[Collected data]
=-=-=-=-=

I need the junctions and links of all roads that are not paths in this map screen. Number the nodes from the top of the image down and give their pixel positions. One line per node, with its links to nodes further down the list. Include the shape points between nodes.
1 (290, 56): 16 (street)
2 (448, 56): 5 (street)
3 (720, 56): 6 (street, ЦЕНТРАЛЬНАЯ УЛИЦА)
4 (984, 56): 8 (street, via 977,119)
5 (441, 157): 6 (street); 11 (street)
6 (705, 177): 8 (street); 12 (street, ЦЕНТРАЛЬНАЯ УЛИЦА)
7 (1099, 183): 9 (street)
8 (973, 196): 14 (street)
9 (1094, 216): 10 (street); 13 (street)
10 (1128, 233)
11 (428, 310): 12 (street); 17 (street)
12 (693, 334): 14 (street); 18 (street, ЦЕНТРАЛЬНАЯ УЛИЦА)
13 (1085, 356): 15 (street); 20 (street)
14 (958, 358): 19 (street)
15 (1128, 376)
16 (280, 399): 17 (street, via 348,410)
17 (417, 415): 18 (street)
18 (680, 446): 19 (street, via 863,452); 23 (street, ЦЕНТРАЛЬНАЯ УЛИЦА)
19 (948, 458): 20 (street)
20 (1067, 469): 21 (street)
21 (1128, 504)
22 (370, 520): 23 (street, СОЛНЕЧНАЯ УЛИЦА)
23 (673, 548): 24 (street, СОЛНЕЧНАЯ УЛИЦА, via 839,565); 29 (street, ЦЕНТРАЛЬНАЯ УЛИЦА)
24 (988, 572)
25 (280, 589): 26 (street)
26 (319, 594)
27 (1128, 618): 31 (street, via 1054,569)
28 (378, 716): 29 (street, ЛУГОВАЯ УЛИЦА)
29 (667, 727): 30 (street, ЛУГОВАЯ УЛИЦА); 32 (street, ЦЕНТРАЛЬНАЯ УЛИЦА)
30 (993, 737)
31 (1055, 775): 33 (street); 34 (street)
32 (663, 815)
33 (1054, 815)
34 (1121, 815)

=-=-=-=-=

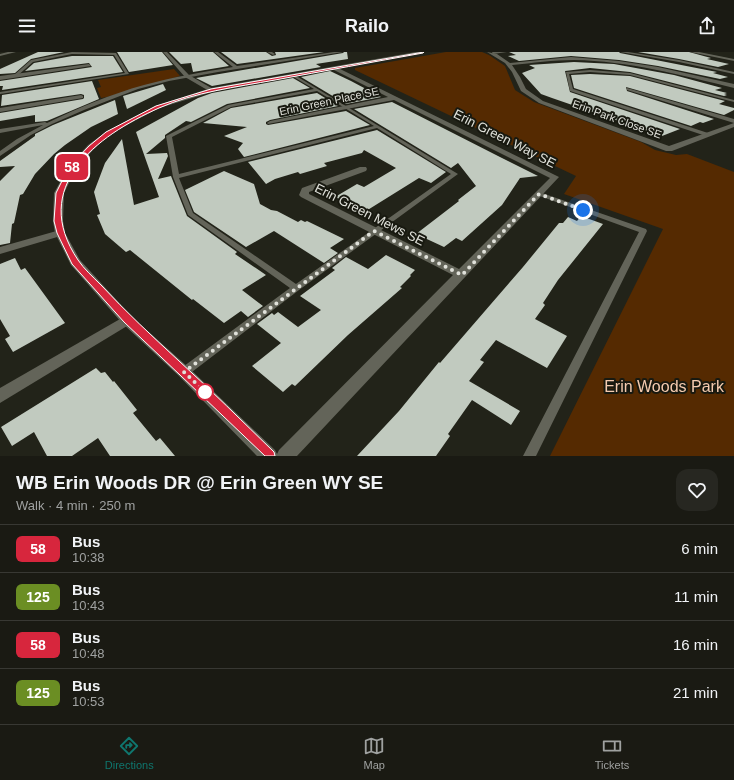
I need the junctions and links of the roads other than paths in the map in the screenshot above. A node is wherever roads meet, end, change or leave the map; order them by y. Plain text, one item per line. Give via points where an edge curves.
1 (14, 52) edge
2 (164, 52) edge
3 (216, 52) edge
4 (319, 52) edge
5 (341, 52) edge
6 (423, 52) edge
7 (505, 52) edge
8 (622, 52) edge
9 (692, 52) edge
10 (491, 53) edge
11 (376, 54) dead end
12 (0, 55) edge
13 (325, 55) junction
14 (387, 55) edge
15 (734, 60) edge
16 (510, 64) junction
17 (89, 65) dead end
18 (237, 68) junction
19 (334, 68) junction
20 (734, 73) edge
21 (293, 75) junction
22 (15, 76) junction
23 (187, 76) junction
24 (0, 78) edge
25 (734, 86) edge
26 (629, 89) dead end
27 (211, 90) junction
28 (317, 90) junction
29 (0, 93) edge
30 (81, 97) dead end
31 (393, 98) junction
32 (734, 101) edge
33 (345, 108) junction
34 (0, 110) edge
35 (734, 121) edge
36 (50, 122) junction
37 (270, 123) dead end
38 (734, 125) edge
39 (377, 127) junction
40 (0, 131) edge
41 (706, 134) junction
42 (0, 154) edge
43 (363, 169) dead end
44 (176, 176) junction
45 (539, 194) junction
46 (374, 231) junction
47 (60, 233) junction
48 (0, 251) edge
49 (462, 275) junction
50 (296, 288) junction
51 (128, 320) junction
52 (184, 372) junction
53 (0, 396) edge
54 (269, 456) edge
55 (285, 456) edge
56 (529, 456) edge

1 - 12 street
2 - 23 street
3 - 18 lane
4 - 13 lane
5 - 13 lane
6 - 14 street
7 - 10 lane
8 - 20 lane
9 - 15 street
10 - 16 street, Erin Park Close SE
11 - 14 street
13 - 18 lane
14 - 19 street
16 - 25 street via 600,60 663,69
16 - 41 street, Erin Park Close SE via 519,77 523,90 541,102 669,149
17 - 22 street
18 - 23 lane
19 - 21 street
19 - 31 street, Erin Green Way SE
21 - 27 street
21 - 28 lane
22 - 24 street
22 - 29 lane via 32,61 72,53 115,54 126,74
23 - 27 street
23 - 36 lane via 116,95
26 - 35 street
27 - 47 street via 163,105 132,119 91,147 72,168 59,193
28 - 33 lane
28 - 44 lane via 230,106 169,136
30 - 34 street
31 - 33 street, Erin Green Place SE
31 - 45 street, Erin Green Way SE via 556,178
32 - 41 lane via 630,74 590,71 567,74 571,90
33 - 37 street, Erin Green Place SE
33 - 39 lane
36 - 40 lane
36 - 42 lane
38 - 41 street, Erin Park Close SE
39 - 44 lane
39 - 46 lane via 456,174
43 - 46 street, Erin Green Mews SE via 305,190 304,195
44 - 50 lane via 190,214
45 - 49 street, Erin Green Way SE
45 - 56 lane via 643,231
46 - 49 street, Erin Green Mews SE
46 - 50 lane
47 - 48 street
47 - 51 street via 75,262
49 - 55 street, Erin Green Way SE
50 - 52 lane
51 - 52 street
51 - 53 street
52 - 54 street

=-=-=-=-=

■ Work item ■
Which lines above hold the word "points"? Copy each of them.

■ Expected output ■
I need the junctions and links of all roads that are not paths in this map screen. Number the nodes from the top of the image down and give their pixel positions. One line per node, with its links to nodes further down the list. Include the shape points between nodes.
I need the junctions and links of the roads other than paths in the map in the screenshot above. A node is wherever roads meet, end, change or leave the map; order them by y. Plain text, one item per line. Give via points where an edge curves.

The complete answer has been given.